For two days, I went to bed worried and woke up worried. I got on the phone with other moms in town and started to piece together all the facts.
I found out that a group of moms had complained to the school earlier in the year that there was too much writing homework. They had their kids in the town recreation baseball teams and on the traveling teams, and felt that homework was interfering with their kids' busy after school sports activities. Academic achievement wasn't important to them, because the kids were slated to take over the family pavement business after graduation.
Another group of moms with professional backgrounds want their kids to learn their times tables and do book reports.
There's a lot of diversity in this town, which is great, but the school doesn't know how to meet the demands of the different groups of parents.
I need to keep a close eye on my kid in the next few months. He's lost some skills in the past year with a new, untried teacher. We'll have to do a lot on the weekends and in the evenings to get him over this hump. There are a few good websites that help out with drilling multiplication tables. We'll do book reports at home. I'm not sure how we'll carve out time for all that, but we're going to have to do it.

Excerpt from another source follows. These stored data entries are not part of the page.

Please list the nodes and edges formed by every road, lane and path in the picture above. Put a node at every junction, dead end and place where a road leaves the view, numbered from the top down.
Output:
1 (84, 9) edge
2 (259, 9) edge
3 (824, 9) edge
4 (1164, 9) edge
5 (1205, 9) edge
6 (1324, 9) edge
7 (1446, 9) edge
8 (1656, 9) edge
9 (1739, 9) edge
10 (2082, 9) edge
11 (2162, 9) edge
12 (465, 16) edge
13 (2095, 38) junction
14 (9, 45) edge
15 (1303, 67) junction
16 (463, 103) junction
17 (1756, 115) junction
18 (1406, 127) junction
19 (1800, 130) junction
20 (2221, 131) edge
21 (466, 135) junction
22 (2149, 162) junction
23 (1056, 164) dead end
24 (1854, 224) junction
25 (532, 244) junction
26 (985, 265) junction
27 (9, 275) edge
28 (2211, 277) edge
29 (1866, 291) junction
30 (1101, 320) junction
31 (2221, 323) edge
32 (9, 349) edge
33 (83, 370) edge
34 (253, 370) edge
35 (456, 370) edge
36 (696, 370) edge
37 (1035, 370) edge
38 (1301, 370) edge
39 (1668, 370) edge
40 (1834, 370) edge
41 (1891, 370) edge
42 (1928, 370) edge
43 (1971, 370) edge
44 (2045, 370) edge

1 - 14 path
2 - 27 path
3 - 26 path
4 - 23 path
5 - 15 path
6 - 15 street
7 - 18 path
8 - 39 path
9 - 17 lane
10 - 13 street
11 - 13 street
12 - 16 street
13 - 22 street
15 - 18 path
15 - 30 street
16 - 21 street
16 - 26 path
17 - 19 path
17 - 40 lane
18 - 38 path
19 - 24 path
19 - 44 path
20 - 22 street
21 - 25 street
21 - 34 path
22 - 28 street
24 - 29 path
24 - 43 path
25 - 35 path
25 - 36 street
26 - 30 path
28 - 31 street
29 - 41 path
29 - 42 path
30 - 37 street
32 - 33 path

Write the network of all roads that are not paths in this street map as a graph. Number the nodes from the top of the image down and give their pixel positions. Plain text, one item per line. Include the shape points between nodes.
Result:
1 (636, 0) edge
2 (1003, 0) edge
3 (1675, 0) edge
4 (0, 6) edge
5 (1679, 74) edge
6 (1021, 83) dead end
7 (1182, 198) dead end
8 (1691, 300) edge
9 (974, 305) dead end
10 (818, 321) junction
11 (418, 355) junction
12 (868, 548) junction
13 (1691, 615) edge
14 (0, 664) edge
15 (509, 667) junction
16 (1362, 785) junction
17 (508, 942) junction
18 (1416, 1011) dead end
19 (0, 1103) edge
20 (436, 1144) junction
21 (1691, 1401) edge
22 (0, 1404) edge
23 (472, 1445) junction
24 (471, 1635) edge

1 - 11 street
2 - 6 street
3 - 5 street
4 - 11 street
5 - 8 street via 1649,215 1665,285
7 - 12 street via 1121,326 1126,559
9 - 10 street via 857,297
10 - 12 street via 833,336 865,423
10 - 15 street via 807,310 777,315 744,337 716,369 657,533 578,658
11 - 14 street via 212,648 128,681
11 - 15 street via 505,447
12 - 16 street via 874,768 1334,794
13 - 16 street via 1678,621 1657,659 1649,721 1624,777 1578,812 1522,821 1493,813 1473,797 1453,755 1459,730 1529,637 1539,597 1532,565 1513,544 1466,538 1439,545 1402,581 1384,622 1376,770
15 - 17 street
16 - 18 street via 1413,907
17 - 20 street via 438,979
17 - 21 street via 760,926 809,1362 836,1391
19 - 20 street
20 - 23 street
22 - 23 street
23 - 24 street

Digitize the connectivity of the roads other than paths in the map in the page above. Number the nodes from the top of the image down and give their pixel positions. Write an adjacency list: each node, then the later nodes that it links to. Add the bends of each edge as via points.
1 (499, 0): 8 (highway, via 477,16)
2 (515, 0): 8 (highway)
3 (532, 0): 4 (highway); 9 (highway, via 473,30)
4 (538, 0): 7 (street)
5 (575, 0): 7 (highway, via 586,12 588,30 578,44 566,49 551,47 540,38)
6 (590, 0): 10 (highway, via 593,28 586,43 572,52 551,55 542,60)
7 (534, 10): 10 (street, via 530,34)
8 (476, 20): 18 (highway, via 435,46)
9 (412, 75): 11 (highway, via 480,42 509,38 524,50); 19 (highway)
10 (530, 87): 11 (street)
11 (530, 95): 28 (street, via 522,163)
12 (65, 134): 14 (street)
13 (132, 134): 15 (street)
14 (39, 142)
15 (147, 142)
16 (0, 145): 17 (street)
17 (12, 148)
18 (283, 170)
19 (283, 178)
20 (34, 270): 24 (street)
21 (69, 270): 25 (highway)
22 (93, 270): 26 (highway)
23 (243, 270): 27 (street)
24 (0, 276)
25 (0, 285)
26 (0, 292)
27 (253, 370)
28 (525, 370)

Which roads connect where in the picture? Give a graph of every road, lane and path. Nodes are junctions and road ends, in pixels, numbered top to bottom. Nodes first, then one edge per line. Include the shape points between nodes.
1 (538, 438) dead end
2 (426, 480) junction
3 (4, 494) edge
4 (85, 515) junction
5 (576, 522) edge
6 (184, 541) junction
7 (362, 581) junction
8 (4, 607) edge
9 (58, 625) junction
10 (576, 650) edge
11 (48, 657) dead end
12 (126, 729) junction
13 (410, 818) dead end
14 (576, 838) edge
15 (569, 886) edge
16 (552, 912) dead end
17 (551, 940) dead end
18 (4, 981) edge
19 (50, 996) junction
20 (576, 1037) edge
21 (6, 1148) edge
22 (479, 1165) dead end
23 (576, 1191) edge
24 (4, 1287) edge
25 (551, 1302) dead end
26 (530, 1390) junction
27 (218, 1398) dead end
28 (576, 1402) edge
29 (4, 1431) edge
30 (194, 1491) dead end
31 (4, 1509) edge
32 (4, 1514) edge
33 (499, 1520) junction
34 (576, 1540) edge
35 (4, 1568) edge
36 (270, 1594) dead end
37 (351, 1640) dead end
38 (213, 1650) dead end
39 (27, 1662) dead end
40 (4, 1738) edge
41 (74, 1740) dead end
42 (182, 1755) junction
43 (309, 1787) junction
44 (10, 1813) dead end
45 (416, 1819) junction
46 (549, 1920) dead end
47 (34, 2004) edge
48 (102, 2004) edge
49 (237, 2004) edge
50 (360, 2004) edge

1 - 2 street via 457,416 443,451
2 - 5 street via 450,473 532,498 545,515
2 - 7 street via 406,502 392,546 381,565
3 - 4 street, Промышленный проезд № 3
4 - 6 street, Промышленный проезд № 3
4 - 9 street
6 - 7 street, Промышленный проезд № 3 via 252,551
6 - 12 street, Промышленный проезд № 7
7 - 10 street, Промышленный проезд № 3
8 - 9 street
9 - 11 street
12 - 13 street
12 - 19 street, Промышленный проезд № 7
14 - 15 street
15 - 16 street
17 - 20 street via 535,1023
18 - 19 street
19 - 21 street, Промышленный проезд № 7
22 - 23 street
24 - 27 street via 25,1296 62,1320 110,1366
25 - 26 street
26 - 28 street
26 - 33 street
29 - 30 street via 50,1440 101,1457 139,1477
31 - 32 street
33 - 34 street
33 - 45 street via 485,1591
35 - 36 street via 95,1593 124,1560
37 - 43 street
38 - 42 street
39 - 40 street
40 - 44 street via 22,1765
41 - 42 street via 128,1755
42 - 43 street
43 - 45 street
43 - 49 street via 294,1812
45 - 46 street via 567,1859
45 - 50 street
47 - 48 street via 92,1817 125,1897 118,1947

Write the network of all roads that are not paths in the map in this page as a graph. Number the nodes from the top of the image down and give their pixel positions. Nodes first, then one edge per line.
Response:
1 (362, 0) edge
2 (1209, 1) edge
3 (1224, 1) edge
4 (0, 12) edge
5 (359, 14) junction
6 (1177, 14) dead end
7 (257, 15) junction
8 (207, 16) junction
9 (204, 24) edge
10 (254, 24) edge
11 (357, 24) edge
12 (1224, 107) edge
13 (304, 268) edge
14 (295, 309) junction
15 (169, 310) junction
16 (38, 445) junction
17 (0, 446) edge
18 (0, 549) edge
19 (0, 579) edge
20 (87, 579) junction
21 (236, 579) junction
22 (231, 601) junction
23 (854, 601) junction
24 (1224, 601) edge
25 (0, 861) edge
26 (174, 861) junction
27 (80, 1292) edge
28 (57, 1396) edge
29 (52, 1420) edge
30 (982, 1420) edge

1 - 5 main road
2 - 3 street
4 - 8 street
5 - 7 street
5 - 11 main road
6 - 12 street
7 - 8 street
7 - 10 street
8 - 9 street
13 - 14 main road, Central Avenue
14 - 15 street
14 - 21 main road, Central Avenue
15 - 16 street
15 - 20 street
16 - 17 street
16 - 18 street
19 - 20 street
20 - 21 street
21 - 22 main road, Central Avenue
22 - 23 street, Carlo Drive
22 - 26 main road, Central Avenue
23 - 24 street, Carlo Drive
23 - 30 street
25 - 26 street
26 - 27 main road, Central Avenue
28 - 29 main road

I'm not sure how to keep my hysteria in check. Who wants to be a crazed soccer mom? Not me. We'll just have to keep a close eye on things. If I don't see a big improvement in the school system, then we'll have to move. We will probably have to move to a much smaller home in a town with a much more homogeneous population, but I can free ride on the demands on the school from other crazed soccer moms.
Hopefully, things will work out. Because we love our funky old house with a new kitchen. We are getting rather settled into this community. It is rather well situated near NYC and our family is so close by. Even though I passed on the request to run for town council, I think Steve is going to do it.
I worked a lot out in my head over the weekend, and I'm looking forward to going to sleep without worrying.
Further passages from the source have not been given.